# Value Function

The Value function is used to estimate how good it is for the agent to be in a given state.

Used for Policy Evaluation.

Whereas the Reward indicates what is good in the immediate sense, the value function specifies what is good in the long run.

For an MRP, The value function $v(s)$ gives the long-term value of state $s$. They are defined in terms of a Policy.

Definition

The

state-value function$v_{π}(s)$ of an MDP is the expected Return starting from state $s$, and then following policy $π$ $v_{π}(s)=E_{π}[G_{t}∣S_{t}=s]$

Definition

The

action-value function$q_{π}(s,a)$ of an MDP is the expected Return starting from state $s$, taking action $a$, and then following policy $π$ $q_{π}(s,a)=E_{π}[G_{t}∣S_{t}=s,A_{t}=a]$

But we can do better, because we are making assumptions that the problem we are solving is a MDP, so the current state has captured all information (not dependent on past rewards). We can break the equation into two parts (the idea of breaking our value function down into these 2 parts is called a Bellman Equation):

$Value=immediate reward+discounted sum of future rewards (future value)$

With the value function, the probability (weight of each edge) is given by the policy, we decide that. Below are called Backup Diagram: $v_{π}(s)=∑_{a}π(a∣s)q_{π}(s,a)$ On the other hand, for the q-value (i.e. after we have done an action), this is what we do with the environment. After choosing an action, we get a reward, and the probability of landing into new states are given by our environment.
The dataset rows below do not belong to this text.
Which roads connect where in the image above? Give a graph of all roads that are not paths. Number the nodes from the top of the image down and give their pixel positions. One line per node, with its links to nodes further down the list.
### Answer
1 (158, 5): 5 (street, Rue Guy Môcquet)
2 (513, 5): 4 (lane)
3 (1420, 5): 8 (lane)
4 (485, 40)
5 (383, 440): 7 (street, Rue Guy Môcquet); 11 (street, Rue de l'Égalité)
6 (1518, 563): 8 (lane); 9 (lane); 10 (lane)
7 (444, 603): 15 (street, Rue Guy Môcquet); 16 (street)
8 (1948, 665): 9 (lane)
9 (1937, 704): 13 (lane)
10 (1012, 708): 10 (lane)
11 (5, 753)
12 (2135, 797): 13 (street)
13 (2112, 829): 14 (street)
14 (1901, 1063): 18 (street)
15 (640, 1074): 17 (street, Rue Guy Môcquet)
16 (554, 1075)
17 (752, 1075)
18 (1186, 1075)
We also apply the Discount Factor here. $q_{π}(s,a)=∑_{s_{′},r}p(s_{′},r∣s,a)(r+γv_{π}(s_{′}))$ So now, we can have a recursive relationship. $v_{π}(s)=∑_{a}π(a∣s)∑_{s_{′},r}p(s_{′},r∣s,a)(r+γv_{π}(s_{′}))$ $q_{π}(s,a)=∑_{s_{′},r}p(s_{′},r∣s,a)(r+γ∑_{a_{′}}π(a_{′}∣s_{′})q_{π}(s_{′},a_{′}))$

We use Bellman Equation to calculate the value function.

Important

The value function of the terminal state is always $v(s_{terminal})=0$

### Computing the Value Function

We can run a bunch of simulations and average the returns to compute the value function of a particular state, where you use the janky equation that you don’t usually use.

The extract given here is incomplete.